Eis aqui matéria que deveria preocupar e ser tida como prioritária pelos pais, na educação dos seus filhos.

terça-feira, 26 de novembro de 2024

Da utilidade do inútil à civilização do espectáculo

“A utilidade do inútil” é o título que dá nome a um manifesto escrito por Nuccio Ordine, filósofo e professor de literatura italiana na Universida­de da Calábria. A obra dá conta de como a lógica utilitarista e o culto da propriedade acabam por definhar o espírito das pessoas, colocando em risco não só a cultura, a criatividade e as instituições de ensino, mas também valores fundamentais como a dignidade humana, a justiça, a solidariedade, a tolerância, a liberdade, ou tão-só o amor e a verdade. Valendo-se da reflexão de grandes filósofos e escritores, Nuccio Ordine faz-nos perceber que nem mesmo em tempo de crise só é útil o que gera lucro ou que tenha utilidade prática. Daí as suas considerações gravitarem em torno da ideia de utilidade de todos aqueles saberes, cujo valor substancial se encontra despojado de qualquer finalidade utilitária, saberes esses, como sublinha, que podem ter um papel capital na educação do espírito e no desenvolvimento cívico e cultural da humanidade.
Numa Europa da economia e da finança, dos negócios e dos orçamentos, dos números e das estatísticas, numa Europa da perda de direitos e apoios sociais e laborais, do ataque aos Direitos Humanos, o direito de ter direitos é, como diz Ordini, “subordinado ao domínio do mercado, com um risco crescente de eliminar qualquer forma de respeito pela pessoa” (2023, p.9). Fala-nos de um mecanismo económico que transforma os homens em mercadoria e em dinheiro. Questiona, com sarcasmo, se as dívidas soberanas terão o condão de apagar as “dívidas” mais importantes, contraídas ao longo dos séculos em relação a quem nos legou um extraordinário património artístico e literário, musical e filosófico, científico e arquitectónico.

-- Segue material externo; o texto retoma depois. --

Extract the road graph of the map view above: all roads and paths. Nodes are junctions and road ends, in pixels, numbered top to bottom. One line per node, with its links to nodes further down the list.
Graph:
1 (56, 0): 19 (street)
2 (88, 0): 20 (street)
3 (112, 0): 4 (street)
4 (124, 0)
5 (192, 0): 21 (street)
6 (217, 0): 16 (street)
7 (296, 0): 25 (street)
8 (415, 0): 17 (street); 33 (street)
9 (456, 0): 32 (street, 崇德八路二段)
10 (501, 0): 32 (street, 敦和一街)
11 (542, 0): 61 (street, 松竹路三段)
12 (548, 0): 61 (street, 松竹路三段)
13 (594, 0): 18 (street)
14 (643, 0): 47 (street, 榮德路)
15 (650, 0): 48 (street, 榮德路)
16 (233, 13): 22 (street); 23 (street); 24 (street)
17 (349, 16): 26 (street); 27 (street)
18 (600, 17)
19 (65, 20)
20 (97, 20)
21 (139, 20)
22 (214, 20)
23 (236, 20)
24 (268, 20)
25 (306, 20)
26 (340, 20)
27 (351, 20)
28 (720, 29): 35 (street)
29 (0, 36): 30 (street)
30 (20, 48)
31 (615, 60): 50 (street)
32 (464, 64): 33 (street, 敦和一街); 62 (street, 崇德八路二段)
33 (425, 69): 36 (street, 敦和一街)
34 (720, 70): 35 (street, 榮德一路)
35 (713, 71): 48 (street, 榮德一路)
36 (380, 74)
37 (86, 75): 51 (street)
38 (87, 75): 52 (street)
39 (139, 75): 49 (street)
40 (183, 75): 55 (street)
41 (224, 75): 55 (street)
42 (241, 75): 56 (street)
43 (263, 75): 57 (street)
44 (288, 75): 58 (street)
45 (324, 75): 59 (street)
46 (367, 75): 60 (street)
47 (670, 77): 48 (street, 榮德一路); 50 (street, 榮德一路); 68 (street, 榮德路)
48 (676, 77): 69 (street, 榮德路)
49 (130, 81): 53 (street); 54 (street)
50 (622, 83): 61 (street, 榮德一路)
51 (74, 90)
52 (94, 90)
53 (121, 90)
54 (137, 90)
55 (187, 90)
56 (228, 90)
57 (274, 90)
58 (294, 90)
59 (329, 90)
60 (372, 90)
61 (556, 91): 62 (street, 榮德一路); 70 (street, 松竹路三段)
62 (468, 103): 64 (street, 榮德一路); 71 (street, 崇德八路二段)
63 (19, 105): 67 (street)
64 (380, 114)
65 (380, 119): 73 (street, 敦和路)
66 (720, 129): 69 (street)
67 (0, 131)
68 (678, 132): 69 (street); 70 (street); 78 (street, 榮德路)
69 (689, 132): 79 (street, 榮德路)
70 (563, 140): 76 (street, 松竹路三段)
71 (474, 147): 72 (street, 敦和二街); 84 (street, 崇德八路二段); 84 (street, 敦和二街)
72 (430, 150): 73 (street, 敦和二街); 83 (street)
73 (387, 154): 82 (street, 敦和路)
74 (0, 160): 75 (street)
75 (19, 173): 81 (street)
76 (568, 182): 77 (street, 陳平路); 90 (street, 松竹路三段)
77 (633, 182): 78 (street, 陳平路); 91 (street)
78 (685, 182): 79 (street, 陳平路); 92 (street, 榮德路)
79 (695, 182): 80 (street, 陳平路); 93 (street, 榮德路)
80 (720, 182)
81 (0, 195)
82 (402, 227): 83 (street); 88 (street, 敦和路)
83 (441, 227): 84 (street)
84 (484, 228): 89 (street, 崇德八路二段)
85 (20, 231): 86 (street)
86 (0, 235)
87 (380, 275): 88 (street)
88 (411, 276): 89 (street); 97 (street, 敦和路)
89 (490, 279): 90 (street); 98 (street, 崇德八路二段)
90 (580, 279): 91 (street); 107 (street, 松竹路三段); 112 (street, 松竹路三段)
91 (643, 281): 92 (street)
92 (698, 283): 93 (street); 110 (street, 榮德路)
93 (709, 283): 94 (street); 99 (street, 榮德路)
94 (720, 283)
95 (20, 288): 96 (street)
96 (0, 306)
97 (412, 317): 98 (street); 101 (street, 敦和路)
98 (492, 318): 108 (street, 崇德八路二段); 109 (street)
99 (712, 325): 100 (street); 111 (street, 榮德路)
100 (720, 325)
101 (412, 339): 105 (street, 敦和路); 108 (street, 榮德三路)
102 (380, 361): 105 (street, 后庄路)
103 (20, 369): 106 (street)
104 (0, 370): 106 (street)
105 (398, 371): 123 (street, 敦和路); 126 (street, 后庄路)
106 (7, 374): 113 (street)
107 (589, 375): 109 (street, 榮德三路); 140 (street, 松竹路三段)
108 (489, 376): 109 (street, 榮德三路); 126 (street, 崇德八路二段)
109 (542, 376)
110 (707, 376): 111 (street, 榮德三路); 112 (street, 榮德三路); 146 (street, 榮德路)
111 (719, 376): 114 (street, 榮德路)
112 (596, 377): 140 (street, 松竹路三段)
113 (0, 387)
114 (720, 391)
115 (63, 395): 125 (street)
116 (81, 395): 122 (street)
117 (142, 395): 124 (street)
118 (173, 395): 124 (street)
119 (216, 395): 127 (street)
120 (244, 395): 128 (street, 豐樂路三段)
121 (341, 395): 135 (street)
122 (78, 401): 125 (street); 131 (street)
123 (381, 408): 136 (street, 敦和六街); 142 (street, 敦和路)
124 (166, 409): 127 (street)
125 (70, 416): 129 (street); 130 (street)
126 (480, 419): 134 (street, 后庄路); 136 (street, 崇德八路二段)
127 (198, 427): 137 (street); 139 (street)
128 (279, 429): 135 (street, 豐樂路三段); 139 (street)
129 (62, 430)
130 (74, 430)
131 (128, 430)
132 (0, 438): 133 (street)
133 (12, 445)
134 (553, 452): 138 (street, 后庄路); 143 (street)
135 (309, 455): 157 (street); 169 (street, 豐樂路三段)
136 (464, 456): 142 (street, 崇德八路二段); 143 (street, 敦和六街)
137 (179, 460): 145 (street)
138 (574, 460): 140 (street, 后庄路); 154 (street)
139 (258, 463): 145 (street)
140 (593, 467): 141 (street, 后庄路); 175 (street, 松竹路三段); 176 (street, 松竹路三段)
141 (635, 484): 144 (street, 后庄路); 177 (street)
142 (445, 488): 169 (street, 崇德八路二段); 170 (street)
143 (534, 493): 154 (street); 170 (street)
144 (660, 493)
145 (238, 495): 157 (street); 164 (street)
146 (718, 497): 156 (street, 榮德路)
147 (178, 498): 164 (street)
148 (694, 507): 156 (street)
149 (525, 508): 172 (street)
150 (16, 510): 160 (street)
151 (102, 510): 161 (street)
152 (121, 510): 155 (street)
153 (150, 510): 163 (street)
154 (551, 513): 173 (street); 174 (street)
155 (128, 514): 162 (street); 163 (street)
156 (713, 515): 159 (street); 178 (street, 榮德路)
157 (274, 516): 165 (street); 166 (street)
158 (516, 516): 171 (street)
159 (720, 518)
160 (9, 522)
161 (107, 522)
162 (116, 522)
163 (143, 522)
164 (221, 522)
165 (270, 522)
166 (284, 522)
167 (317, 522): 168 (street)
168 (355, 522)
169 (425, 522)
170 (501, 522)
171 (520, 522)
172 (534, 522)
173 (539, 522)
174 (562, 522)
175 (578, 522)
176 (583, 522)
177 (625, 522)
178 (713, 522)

É, por isso, neste contexto bárbaro, que o filósofo defende que “a utilidade dos saberes inúteis contrapõe-se radicalmente à utilidade dominante que, em nome de um interesse económico exclusivo, vai matando progressivamente a memória do passado, as disciplinas humanísticas, as línguas clássicas, a instrução, a investigação livre, a fantasia, a arte, o pensamento crítico e o horizonte cívico que deveria inspirar todas as actividades”. De forma irónica acrescenta que “no universo do utilitarismo um martelo vale mais do que uma sinfonia, uma faca mais do que um poema, uma chave inglesa mais do que um quadro, porque é fácil perceber a eficácia do utensílio e cada vez mais difícil compreender para que serve a música, a literatura ou a arte” (p.10).
E daqui faço a ponte para “A civilização do espectáculo”, título de uma obra de Mario Vargas Llosa, na qual o autor desfia o estado da cultura. Ainda que publicado há mais de uma década, o livro é de uma actualidade inegável. O escritor peruano define a civilização do espectáculo como um mundo em que o valor supremo é o entretenimento, a diversão. Ainda que reconhecendo este como um ideal de vida legítimo, chama a atenção para as consequências nefastas para a sociedade contemporânea que daí advêm, nomeadamente: a banalização da cultura, das artes e da literatura, a generalização da frivolidade e, no campo da informação, o triunfo do jornalismo sensacionalista, que prioriza escândalos e intrigas. Se, como lembra o autor, no passado a cultura funcionava como uma forma de consciência, que impedia o sujeito de ignorar a realidade, os problemas, hoje ela actua como instrumento de entretenimento. Vargas Llosa lembra que a cultura “pode ser experimento e reflexão, pensamento e sonho, paixão e poesia e uma revisão crítica constante e profunda de todas as certezas, convicções, teorias e crenças”. Contudo, adverte, “ela não pode apartar-se da vida real, da vida verdadeira, da vida vivida, que não é nunca a dos lugares comuns, a do artifício, o sofisma e o jogo, sem risco de desintegrar-se” (2012, p.74).
A cultura é, pois, o substrato de uma sociedade que se deseje plena, dotada de todos os instrumentos que permita ao sujeito meditar sobre tudo o que rodeia, assumindo-se igualmente como um agente activo e transformador. Deve, por isso, ser considerada vital para a sobrevivência da humanidade e para assegurar o seu legado. Na esteira de Antonio Monegal, a cultura deve ser valorizada como o ar que respiramos e fazer parte de uma consciência colectiva. O autor considera que “Se a sociedade como um todo não valorizar o que a cultura representa, é ingénuo esperar que os políticos assumam uma responsabilidade que lhes é pedida por escassas pessoas”. Para fazer face aos problemas e desafios que o mundo nos coloca e as apreensões que nos desperta, Monegal defende que “importa realçar que não sairemos desta situação sem confiar na capacidade da cultura em proporcionar às pessoas ferramentas que lhes permitam enfrentar desafios da existência e, ao mesmo tempo, em construir fábricas de ideias que contribua para o desenvolvimento da sociedade como um todo” (“Como o ar que respiramos – O sentido da cultura”, 2024, p.182).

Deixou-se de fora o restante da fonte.